● What is being asked: This exercise calls for the data below to be retyped exactly, minus any images.

● Information shown:
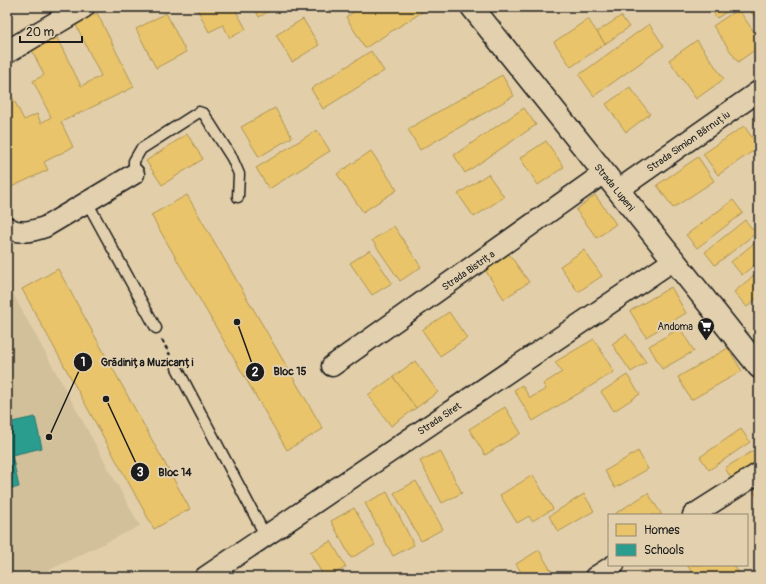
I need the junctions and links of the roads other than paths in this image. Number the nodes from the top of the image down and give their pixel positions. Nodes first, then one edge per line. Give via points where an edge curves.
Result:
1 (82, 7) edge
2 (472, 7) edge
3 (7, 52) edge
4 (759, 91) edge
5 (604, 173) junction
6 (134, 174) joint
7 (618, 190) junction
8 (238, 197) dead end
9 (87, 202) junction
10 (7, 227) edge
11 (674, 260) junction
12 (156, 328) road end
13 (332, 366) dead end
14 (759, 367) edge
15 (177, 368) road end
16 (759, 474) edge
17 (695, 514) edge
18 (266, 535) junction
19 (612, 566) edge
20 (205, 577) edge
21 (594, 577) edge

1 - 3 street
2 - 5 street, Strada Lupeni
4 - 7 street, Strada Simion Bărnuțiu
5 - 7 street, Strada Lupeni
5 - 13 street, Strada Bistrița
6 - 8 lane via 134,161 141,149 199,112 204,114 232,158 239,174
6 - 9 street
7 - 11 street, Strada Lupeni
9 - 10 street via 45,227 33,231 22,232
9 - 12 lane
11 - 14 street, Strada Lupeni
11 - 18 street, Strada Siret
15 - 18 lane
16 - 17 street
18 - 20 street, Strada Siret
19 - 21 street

● Task solution:
I need the junctions and links of the roads other than paths in this image. Number the nodes from the top of the image down and give their pixel positions. Nodes first, then one edge per line. Give via points where an edge curves.
Result:
1 (82, 7) edge
2 (472, 7) edge
3 (7, 52) edge
4 (759, 91) edge
5 (604, 173) junction
6 (134, 174) joint
7 (618, 190) junction
8 (238, 197) dead end
9 (87, 202) junction
10 (7, 227) edge
11 (674, 260) junction
12 (156, 328) road end
13 (332, 366) dead end
14 (759, 367) edge
15 (177, 368) road end
16 (759, 474) edge
17 (695, 514) edge
18 (266, 535) junction
19 (612, 566) edge
20 (205, 577) edge
21 (594, 577) edge

1 - 3 street
2 - 5 street, Strada Lupeni
4 - 7 street, Strada Simion Bărnuțiu
5 - 7 street, Strada Lupeni
5 - 13 street, Strada Bistrița
6 - 8 lane via 134,161 141,149 199,112 204,114 232,158 239,174
6 - 9 street
7 - 11 street, Strada Lupeni
9 - 10 street via 45,227 33,231 22,232
9 - 12 lane
11 - 14 street, Strada Lupeni
11 - 18 street, Strada Siret
15 - 18 lane
16 - 17 street
18 - 20 street, Strada Siret
19 - 21 street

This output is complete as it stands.